Zippy does a full walk _AT LEAST_ twice a day. Sometimes more depending on time constraints and/or his needs. His regular route now that it is cold is about 5 or 6 city blocks. (We sometimes walk a bit further on a different route when the weather is better.) We live downtown in a small city so our walks are very public. He gets so many comments about how cute and how sweet he is. Some people want to give him a pet but Zippy isn't really all that interested in the average Joe on the street so he mostly just shrugs them off and keeps on moving. He doesn't pay much mind to other dogs either except for the really big ones if they bark at him. He's good with curbs and other obstacles and even knows to stop and wait when crossing the street when the traffic is moving. He has a a winter hooded coat for when the temp gets colder (less than 45 or 50 degrees or so). He didn't much like putting it on at first but has now gotten pretty used to it and no longer puts up a fuss. Honestly the only real dangers that we face is the salt that is indiscriminately thrown down outside of businesses when there's any snow; it hurts his paws if he steps on the rock salt. He gets so excited about his walks and enjoys them so much that I couldn't imagine not taking him out regularly.


----------



## Reese and Miley (Jun 24, 2010)

We walk! I think they need the mental and physical workout provided by getting outdoors and getting some exercise. Mine love walks and runs. Weather permitting I take my three to a fab park here, lake, fields, wooded trails and streams in a secluded area designed for dogs to go offleash. Not everyone is comfortable with allowing their chis off leash, certainly there are risks, but mine LOVE to run free and we have never had a problem with other dogs or predators, and Im very careful. Off leash isnt for everyone, but I cant see any justification for not taking a healthy, able bodied dog for a walk, regardless of size. 
I wholeheartedly recommend you do walks with her, you will both enjoy it! I feel so connected to my guys when we are all out stomping down the trails together as a little pack


----------



## KittyD (Apr 2, 2010)

I have one that loves walks and one who digs his heels in and whines until picked up.
polar opposites.


----------



## Terri (Aug 21, 2009)

Yeah we go on walks.
Recently i wasnt up to it cause been a bit under the weather and plus all the snow, but am now getting back into it.
It's still pretty cold here but they have their wee coats to wear.

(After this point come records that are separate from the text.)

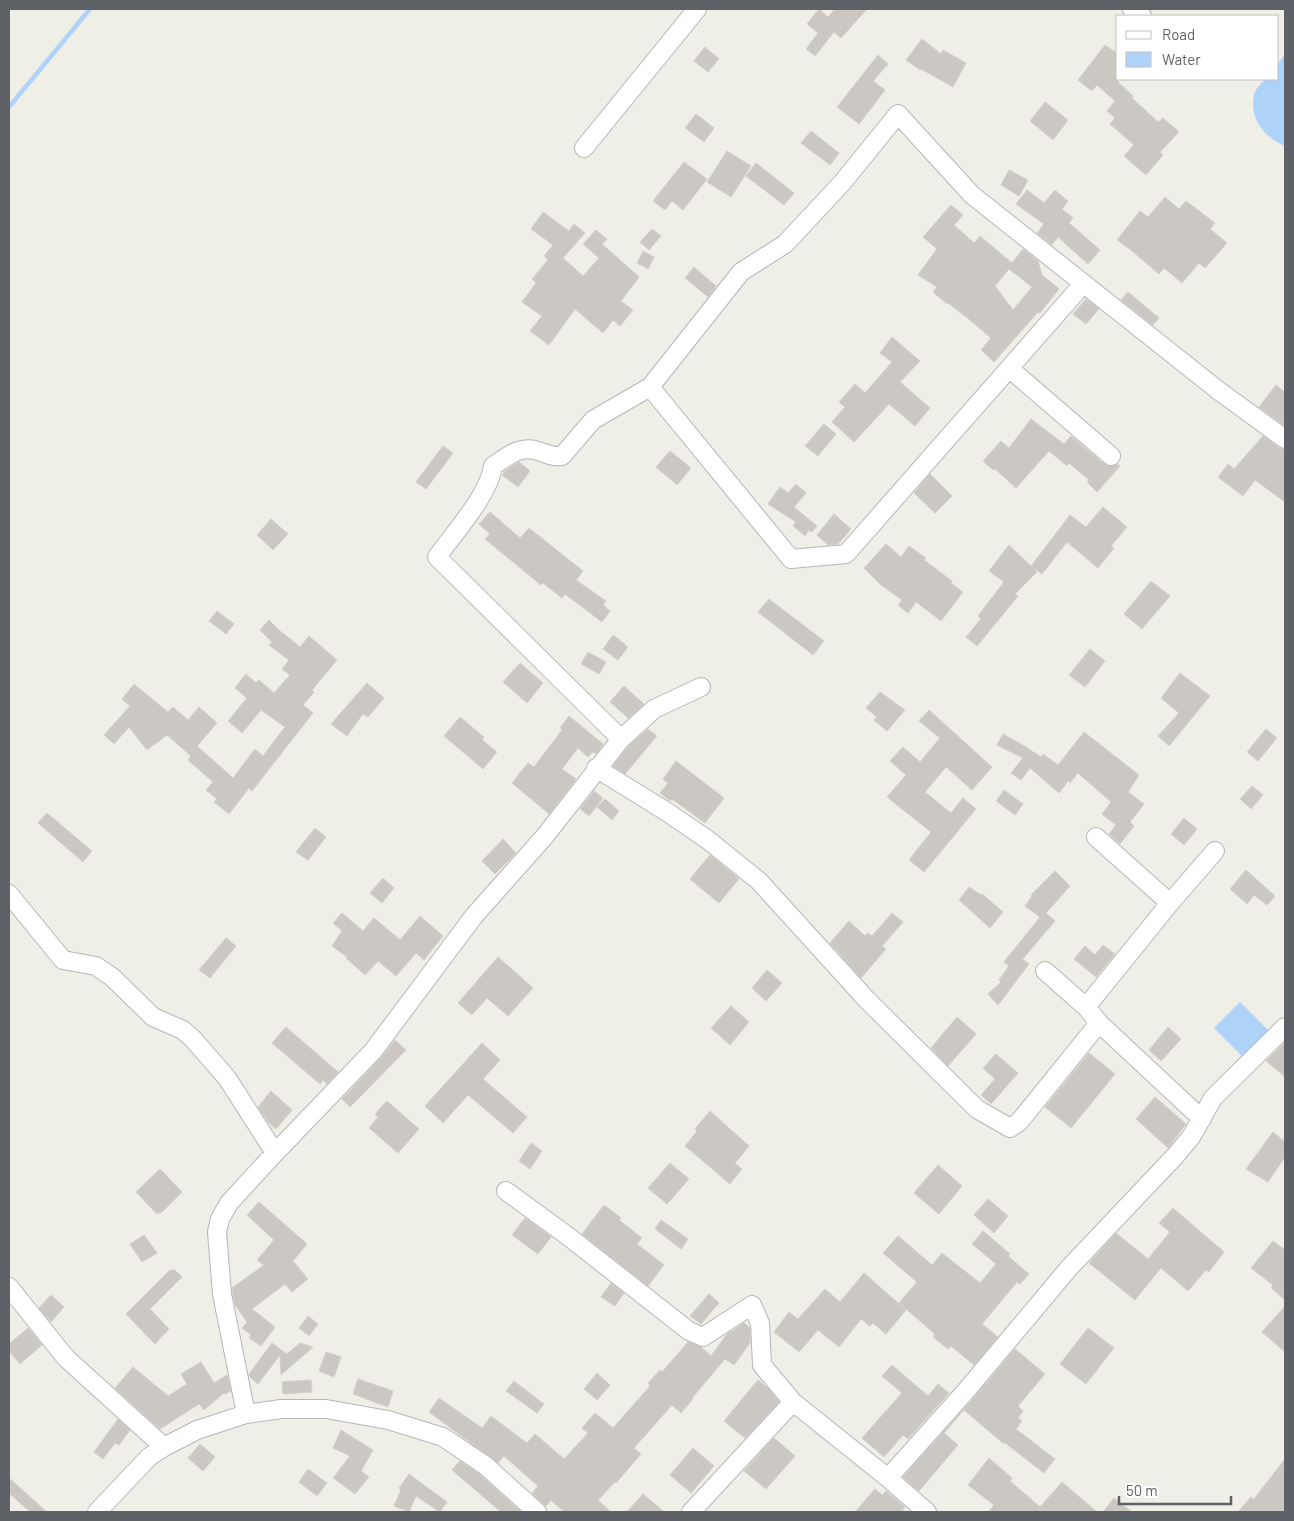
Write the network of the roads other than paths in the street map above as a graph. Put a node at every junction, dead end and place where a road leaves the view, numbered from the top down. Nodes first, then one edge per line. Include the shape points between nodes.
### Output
1 (697, 9) edge
2 (584, 148) dead end
3 (1084, 284) junction
4 (1009, 368) junction
5 (650, 387) junction
6 (1285, 439) edge
7 (1111, 456) dead end
8 (702, 687) dead end
9 (620, 738) junction
10 (596, 768) junction
11 (1096, 837) dead end
12 (1215, 852) dead end
13 (9, 894) edge
14 (1170, 902) junction
15 (1045, 971) dead end
16 (1086, 1007) junction
17 (1099, 1023) junction
18 (1285, 1027) edge
19 (1202, 1119) junction
20 (275, 1153) junction
21 (506, 1191) dead end
22 (9, 1288) edge
23 (793, 1402) junction
24 (246, 1414) junction
25 (164, 1447) junction
26 (888, 1478) junction
27 (97, 1512) edge
28 (537, 1512) edge
29 (691, 1512) edge
30 (926, 1512) edge

1 - 2 street
3 - 4 street
3 - 5 street via 972,195 898,114 842,183 785,244 741,272
3 - 6 street
4 - 5 street via 846,554 791,559
4 - 7 street
5 - 9 street via 593,420 562,456 520,449 493,466 492,476 477,502 437,557
8 - 9 street via 654,709
9 - 10 street
10 - 17 street via 700,835 759,882 867,1000 977,1109 1010,1128 1019,1122
10 - 20 street via 546,836 474,916 373,1050
11 - 14 street
12 - 14 street
13 - 20 street via 63,960 96,966 153,1017 182,1030 193,1039 227,1078
14 - 16 street
15 - 16 street
16 - 17 street
17 - 19 street
18 - 19 street via 1213,1098
19 - 26 street via 1176,1156 1069,1268
20 - 24 street via 230,1203 220,1219 217,1232 222,1294
21 - 23 street via 688,1330 703,1337 752,1305 760,1323 762,1365
22 - 25 street via 66,1358
23 - 26 street
23 - 29 street
24 - 25 street via 197,1430
24 - 28 street via 281,1409 326,1409 388,1420 443,1437 486,1466
25 - 27 street via 149,1457
26 - 30 street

Daisy is not a fan, she will walk so slowly cause she cant be bothered, the other 2 trot along quite happily.
I notice Daisy picks up the pace when she sees we are near home though. lol


----------



## codyann (Sep 8, 2010)

i walk roxi everyday and she loves it although i dont let her off the lead as im scared of cars ect ect, but when we are in the field i will let her off and have a run around and she loves it, i hate it when people just refuse to walk there dogs its good for them and it stimulates them aswell. i think thats if your dog is healthy and had all his/her jabs tehn they should go out and explore  x


----------



## 18453 (Feb 6, 2010)

Terri said:


> Yeah we go on walks.
> Recently i wasnt up to it cause been a bit under the weather and plus all the snow, but am now getting back into it.
> It's still pretty cold here but they have their wee coats to wear.
> 
> ...


Hahaha my daisy use to be like that as a puppy I'd say let's go home and vooom she head up off she goes haha


----------



## Brodysmom (Jan 8, 2009)

We walk Brody around the neighborhood. We have to keep an eagle eye out for aggressive dogs though. Even dogs that are fine with other dogs will spy him and become prey driven. I think it's because he's small and think of him as a squirrel or a cat??? We walk ONLY on a tight fitting secure harness and I can quickly pull the leash and he's in my arms in a second. I have had to do that a couple times unforunately when dogs approached that were not friendly. 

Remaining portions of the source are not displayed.